The beginning and the end of all work, though, is confidence. Not confidence to the point of arrogance and delusion, but a confidence that you know what you’re doing, and that even if you don’t, you have the presence of mind and persistence to find the right answers for you. (I emphasize the “you” because I don’t believe in one-size-fits-all — not in clothing and definitely not in business.)
It is not easy to maintain that healthy level of confidence every single day, but I do try.
One challenge that I have noticed as I’m paving my own path is that I’m scared to call myself a business person or <<gulp>> an entrepreneur.

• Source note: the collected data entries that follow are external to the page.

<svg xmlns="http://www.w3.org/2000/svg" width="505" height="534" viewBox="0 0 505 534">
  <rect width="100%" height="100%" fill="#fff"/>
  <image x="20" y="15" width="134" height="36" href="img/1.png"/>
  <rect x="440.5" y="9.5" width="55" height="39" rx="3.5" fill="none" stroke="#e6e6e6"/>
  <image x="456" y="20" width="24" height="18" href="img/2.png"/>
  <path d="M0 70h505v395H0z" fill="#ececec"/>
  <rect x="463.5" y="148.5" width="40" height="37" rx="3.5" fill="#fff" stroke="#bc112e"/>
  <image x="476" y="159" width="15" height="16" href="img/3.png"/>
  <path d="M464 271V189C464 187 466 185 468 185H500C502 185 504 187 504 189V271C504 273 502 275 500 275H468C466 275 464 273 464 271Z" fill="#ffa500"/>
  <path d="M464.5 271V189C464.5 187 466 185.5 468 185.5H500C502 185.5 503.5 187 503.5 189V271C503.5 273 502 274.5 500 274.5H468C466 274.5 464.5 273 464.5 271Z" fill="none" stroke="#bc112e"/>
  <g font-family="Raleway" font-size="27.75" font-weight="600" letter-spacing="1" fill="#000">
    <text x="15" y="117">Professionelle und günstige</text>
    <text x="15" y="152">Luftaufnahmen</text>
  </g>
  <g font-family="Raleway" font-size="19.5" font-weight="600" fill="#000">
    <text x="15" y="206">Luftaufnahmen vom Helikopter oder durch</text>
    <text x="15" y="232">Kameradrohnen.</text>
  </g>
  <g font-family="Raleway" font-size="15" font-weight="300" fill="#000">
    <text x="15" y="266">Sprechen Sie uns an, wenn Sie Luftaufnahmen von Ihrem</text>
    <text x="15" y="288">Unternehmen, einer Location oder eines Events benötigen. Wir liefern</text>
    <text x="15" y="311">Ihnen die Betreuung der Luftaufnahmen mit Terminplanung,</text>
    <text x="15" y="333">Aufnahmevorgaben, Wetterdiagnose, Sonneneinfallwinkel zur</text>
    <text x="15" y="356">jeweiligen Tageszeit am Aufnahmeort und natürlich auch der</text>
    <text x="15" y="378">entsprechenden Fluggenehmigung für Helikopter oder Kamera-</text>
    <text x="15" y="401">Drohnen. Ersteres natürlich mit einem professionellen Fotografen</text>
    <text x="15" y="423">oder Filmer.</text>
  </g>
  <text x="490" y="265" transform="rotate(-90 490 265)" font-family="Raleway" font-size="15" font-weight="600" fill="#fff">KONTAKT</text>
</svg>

This latter point occurred to me when I was Skyping with a fellow business person/entrepreneur last week. (This person has also become a friend.) She is young, enthusiastic and hardworking — all the things I consider myself as well. She has a drive to be authentic and do good work, also characteristics I aspire for. And though she has been in the business game just a couple of years longer than I have, she has no qualms about including me in that group of people she herself is a part of: the entrepreneur.
I, on the other hand, feel a little skittish when using that title for myself. Or calling my work a <<double gulp>> true-blue “business.”
I know this self-made mind game has to do with my perception and confidence. Entrepreneurship has really evolved since the 1700s. And maybe the modern definition is too inclusive for some peoples’ tastes. For myself, an entrepreneur is a visionary on the scale of Steve Jobs or Jacqueline Novogratz. Entrepreneurs are big people with big ideas and strong track records of success. How can my newborn venture, still being swaddled and keeping me up at night, dare to compare?
And here comes confidence. As I’ve gotten older, I realize that it’s the most important thing. All my loved ones remind me of this on a daily basis. It’s the foundation upon which everything I create is built. Without confidence, it all collapses, as precarious and vulnerable as a house of cards.
I do believe that the language we use to speak to and of ourselves is critical. It’s a self-reinforcing mechanism to the same tune as what Seth Godin and Pastor Joel Osteen remind us of. It forces you to believe in yourself, even if that means that you have to move just a bit (or a lot) out of your comfort zone to do so.
What can I say? I’m a work-in-progress. And that’s actually a beautiful thing. What I keep at the back of my mind each day is that I want to be proud of who I am, what I do, how I spend my time. There’s a depth to those feelings that no one can take away from me; on the contrary, only I can take them away from myself.
So, here goes: I’m Nisha, and I’m an entrepreneur.
There, another challenge overcome, another step taken.